**Listed entries**.
******************************
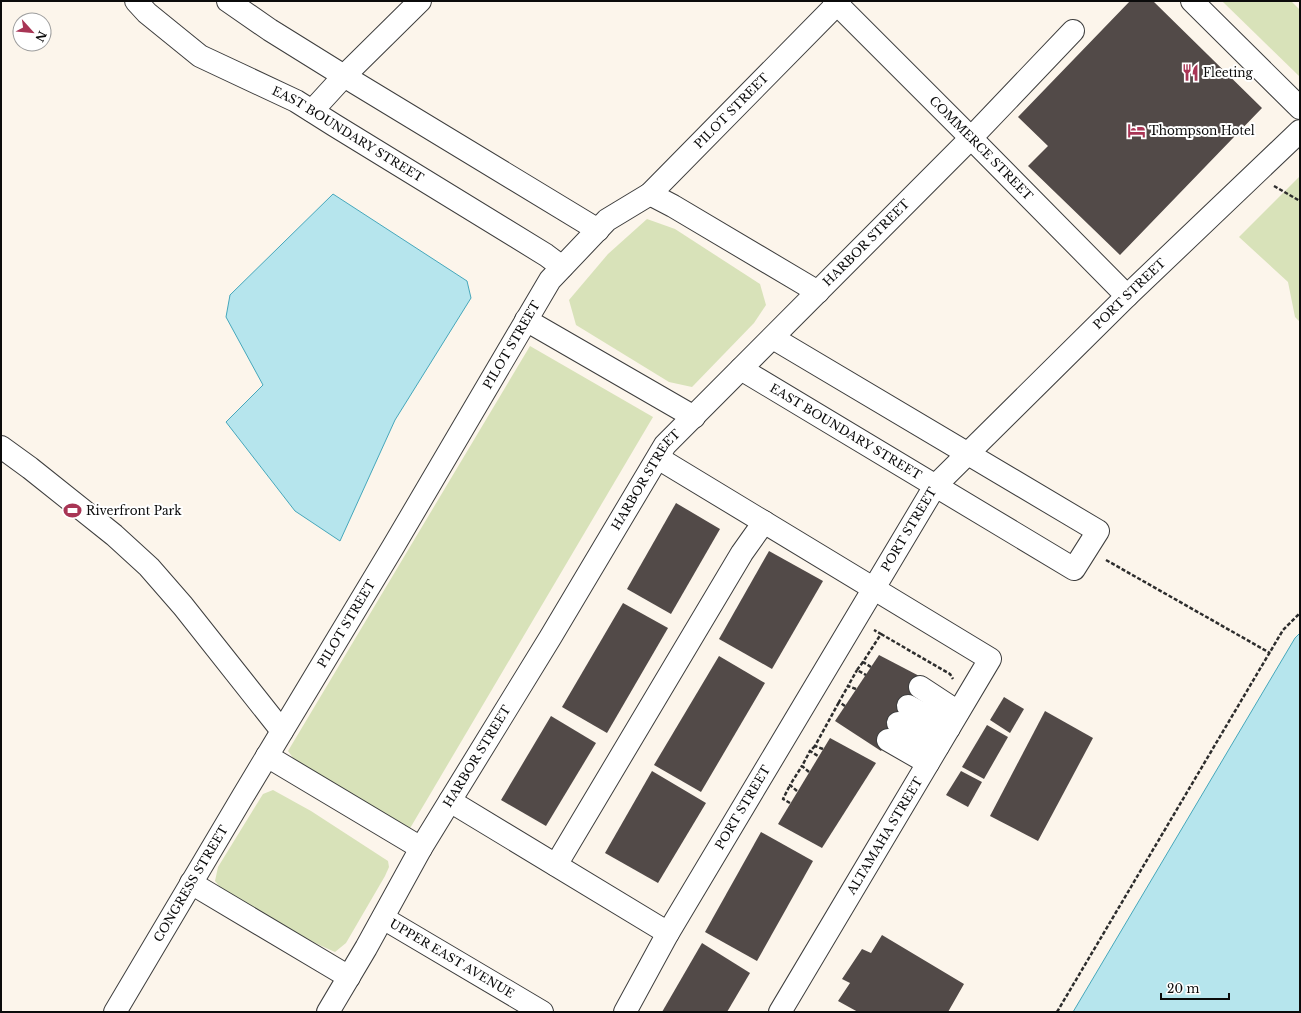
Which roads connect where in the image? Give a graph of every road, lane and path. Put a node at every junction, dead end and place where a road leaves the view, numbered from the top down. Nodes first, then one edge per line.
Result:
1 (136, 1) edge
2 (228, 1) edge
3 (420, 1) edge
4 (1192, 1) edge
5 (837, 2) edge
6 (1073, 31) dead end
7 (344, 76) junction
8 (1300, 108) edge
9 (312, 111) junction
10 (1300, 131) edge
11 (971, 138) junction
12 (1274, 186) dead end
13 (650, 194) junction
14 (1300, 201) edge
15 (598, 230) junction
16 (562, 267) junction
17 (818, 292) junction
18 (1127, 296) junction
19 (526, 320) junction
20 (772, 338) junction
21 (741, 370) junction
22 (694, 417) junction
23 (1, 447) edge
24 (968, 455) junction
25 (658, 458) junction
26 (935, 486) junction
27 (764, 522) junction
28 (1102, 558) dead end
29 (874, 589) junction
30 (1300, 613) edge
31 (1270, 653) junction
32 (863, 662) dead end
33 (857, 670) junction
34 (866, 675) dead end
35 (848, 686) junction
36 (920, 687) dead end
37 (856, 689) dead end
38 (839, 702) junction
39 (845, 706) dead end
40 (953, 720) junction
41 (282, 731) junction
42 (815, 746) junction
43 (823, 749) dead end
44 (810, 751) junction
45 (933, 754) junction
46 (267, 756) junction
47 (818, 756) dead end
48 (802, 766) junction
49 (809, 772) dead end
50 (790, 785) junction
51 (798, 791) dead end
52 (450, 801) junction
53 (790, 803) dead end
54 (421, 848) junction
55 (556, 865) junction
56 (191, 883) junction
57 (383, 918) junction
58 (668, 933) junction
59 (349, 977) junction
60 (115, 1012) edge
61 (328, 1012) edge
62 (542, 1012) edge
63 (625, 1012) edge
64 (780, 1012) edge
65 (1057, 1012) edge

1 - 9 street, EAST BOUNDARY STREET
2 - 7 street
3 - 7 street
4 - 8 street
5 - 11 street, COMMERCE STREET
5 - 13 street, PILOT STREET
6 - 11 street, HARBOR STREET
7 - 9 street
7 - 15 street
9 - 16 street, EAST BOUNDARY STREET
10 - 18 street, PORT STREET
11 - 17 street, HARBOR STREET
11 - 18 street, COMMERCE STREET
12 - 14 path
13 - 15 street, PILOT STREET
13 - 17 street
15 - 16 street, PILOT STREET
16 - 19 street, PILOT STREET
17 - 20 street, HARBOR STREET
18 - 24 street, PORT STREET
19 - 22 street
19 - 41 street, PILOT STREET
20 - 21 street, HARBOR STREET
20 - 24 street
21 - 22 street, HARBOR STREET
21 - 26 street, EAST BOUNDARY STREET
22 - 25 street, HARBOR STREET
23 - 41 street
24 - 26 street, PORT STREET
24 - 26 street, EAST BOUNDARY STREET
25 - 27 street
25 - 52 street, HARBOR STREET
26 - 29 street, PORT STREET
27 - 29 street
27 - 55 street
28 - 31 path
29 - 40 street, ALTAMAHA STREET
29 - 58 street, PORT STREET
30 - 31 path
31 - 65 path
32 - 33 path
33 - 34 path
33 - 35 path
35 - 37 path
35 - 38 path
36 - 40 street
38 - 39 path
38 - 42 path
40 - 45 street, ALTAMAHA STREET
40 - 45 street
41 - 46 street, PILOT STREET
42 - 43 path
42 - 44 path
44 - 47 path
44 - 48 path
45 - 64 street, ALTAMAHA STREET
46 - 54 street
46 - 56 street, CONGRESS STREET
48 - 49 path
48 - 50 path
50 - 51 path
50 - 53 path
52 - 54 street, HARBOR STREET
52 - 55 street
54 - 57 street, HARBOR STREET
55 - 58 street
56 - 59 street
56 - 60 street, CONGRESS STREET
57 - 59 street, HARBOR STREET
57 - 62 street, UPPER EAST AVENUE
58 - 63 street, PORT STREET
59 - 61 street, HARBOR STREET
******************************
**Exercise requirements**. Reproduce the listing exactly. The pictures are to be omitted.

**Written response**.
Which roads connect where in the image? Give a graph of every road, lane and path. Put a node at every junction, dead end and place where a road leaves the view, numbered from the top down. Nodes first, then one edge per line.
Result:
1 (136, 1) edge
2 (228, 1) edge
3 (420, 1) edge
4 (1192, 1) edge
5 (837, 2) edge
6 (1073, 31) dead end
7 (344, 76) junction
8 (1300, 108) edge
9 (312, 111) junction
10 (1300, 131) edge
11 (971, 138) junction
12 (1274, 186) dead end
13 (650, 194) junction
14 (1300, 201) edge
15 (598, 230) junction
16 (562, 267) junction
17 (818, 292) junction
18 (1127, 296) junction
19 (526, 320) junction
20 (772, 338) junction
21 (741, 370) junction
22 (694, 417) junction
23 (1, 447) edge
24 (968, 455) junction
25 (658, 458) junction
26 (935, 486) junction
27 (764, 522) junction
28 (1102, 558) dead end
29 (874, 589) junction
30 (1300, 613) edge
31 (1270, 653) junction
32 (863, 662) dead end
33 (857, 670) junction
34 (866, 675) dead end
35 (848, 686) junction
36 (920, 687) dead end
37 (856, 689) dead end
38 (839, 702) junction
39 (845, 706) dead end
40 (953, 720) junction
41 (282, 731) junction
42 (815, 746) junction
43 (823, 749) dead end
44 (810, 751) junction
45 (933, 754) junction
46 (267, 756) junction
47 (818, 756) dead end
48 (802, 766) junction
49 (809, 772) dead end
50 (790, 785) junction
51 (798, 791) dead end
52 (450, 801) junction
53 (790, 803) dead end
54 (421, 848) junction
55 (556, 865) junction
56 (191, 883) junction
57 (383, 918) junction
58 (668, 933) junction
59 (349, 977) junction
60 (115, 1012) edge
61 (328, 1012) edge
62 (542, 1012) edge
63 (625, 1012) edge
64 (780, 1012) edge
65 (1057, 1012) edge

1 - 9 street, EAST BOUNDARY STREET
2 - 7 street
3 - 7 street
4 - 8 street
5 - 11 street, COMMERCE STREET
5 - 13 street, PILOT STREET
6 - 11 street, HARBOR STREET
7 - 9 street
7 - 15 street
9 - 16 street, EAST BOUNDARY STREET
10 - 18 street, PORT STREET
11 - 17 street, HARBOR STREET
11 - 18 street, COMMERCE STREET
12 - 14 path
13 - 15 street, PILOT STREET
13 - 17 street
15 - 16 street, PILOT STREET
16 - 19 street, PILOT STREET
17 - 20 street, HARBOR STREET
18 - 24 street, PORT STREET
19 - 22 street
19 - 41 street, PILOT STREET
20 - 21 street, HARBOR STREET
20 - 24 street
21 - 22 street, HARBOR STREET
21 - 26 street, EAST BOUNDARY STREET
22 - 25 street, HARBOR STREET
23 - 41 street
24 - 26 street, PORT STREET
24 - 26 street, EAST BOUNDARY STREET
25 - 27 street
25 - 52 street, HARBOR STREET
26 - 29 street, PORT STREET
27 - 29 street
27 - 55 street
28 - 31 path
29 - 40 street, ALTAMAHA STREET
29 - 58 street, PORT STREET
30 - 31 path
31 - 65 path
32 - 33 path
33 - 34 path
33 - 35 path
35 - 37 path
35 - 38 path
36 - 40 street
38 - 39 path
38 - 42 path
40 - 45 street, ALTAMAHA STREET
40 - 45 street
41 - 46 street, PILOT STREET
42 - 43 path
42 - 44 path
44 - 47 path
44 - 48 path
45 - 64 street, ALTAMAHA STREET
46 - 54 street
46 - 56 street, CONGRESS STREET
48 - 49 path
48 - 50 path
50 - 51 path
50 - 53 path
52 - 54 street, HARBOR STREET
52 - 55 street
54 - 57 street, HARBOR STREET
55 - 58 street
56 - 59 street
56 - 60 street, CONGRESS STREET
57 - 59 street, HARBOR STREET
57 - 62 street, UPPER EAST AVENUE
58 - 63 street, PORT STREET
59 - 61 street, HARBOR STREET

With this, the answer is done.